::: Information supplied
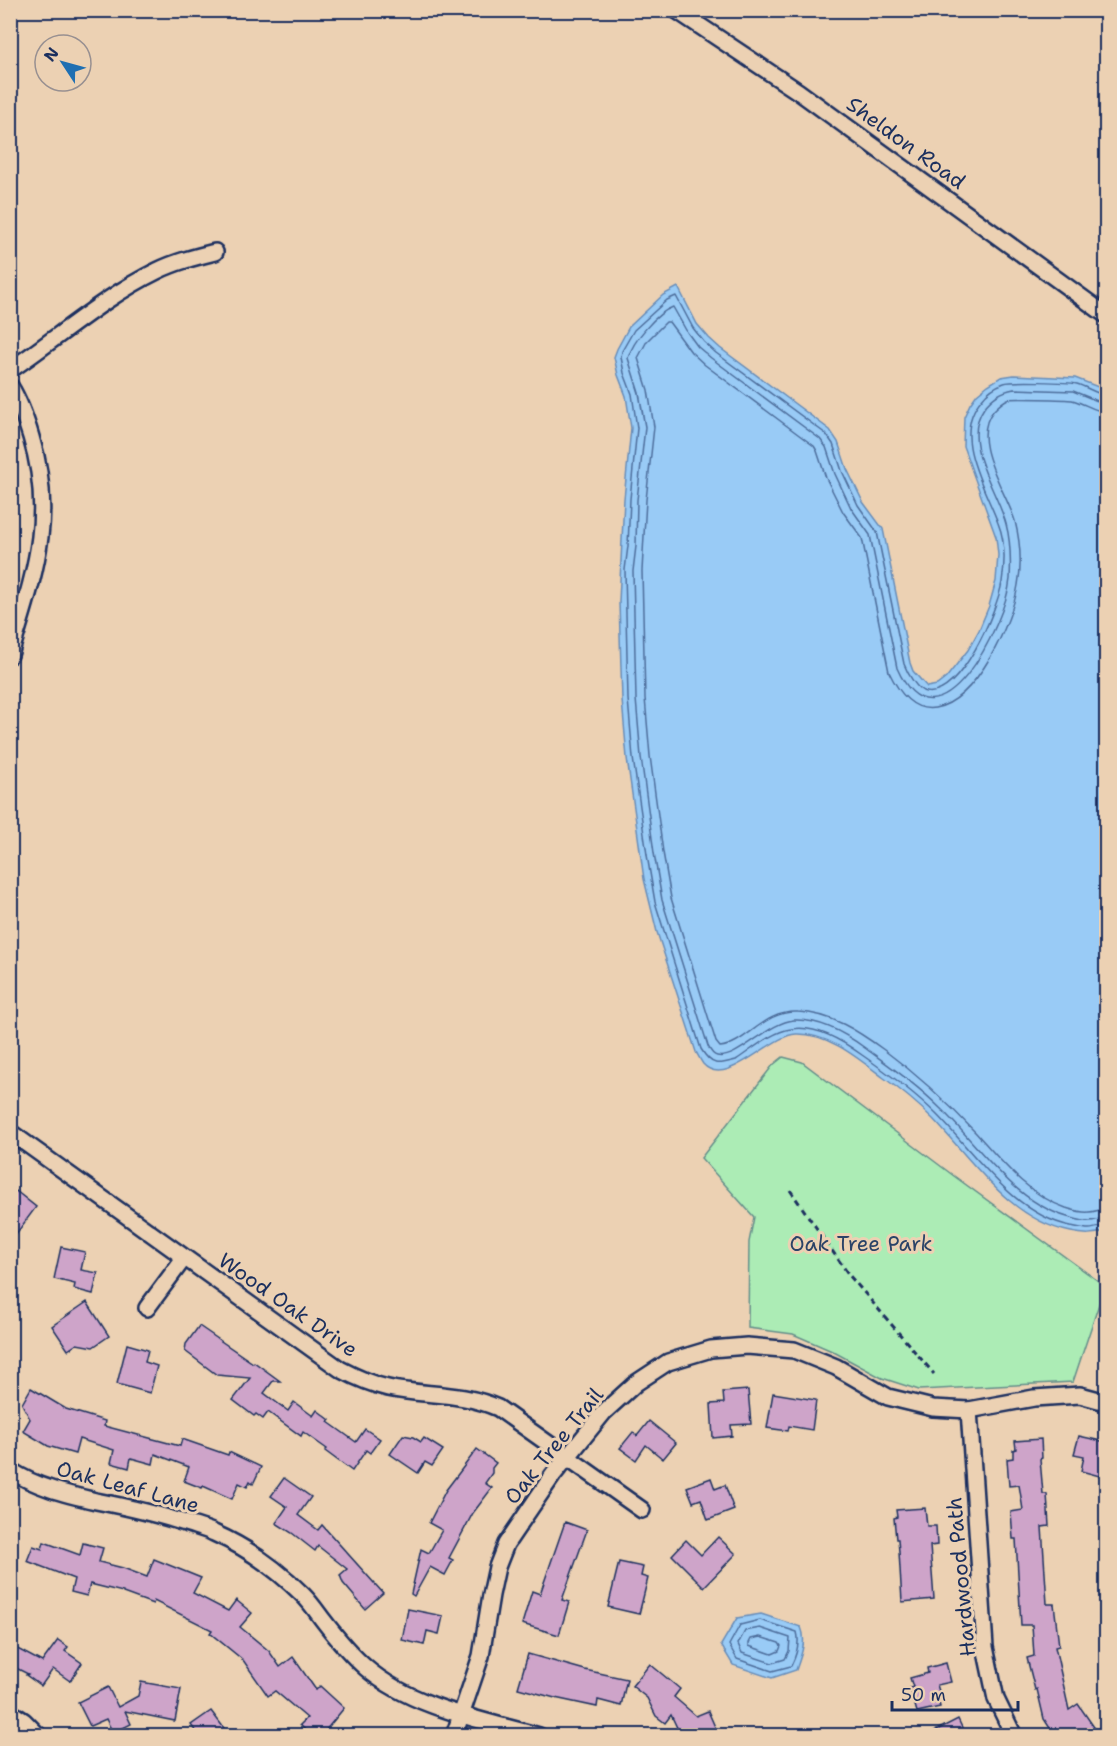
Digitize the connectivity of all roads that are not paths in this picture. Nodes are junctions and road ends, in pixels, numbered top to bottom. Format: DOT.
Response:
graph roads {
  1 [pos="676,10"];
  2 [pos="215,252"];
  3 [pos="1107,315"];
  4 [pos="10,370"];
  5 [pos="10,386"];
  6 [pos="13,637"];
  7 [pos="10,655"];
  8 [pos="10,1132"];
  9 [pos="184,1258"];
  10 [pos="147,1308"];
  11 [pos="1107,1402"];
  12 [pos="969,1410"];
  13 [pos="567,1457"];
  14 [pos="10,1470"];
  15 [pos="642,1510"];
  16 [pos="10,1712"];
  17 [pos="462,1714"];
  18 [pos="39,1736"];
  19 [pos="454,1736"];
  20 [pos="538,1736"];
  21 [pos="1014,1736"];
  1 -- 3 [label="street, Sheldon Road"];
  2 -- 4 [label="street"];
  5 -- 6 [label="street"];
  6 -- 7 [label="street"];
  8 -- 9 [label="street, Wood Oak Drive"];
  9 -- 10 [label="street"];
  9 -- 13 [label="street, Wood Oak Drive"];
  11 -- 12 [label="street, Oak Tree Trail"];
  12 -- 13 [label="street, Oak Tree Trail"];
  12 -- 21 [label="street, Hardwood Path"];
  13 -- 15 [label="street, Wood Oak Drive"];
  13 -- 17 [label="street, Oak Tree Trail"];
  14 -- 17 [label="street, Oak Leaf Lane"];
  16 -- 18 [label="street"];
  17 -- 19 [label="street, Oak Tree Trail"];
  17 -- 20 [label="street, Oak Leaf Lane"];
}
::::::
» Directions for this task: Say how many of the lines above include the string "roads", and give no other words.

» Reply: 2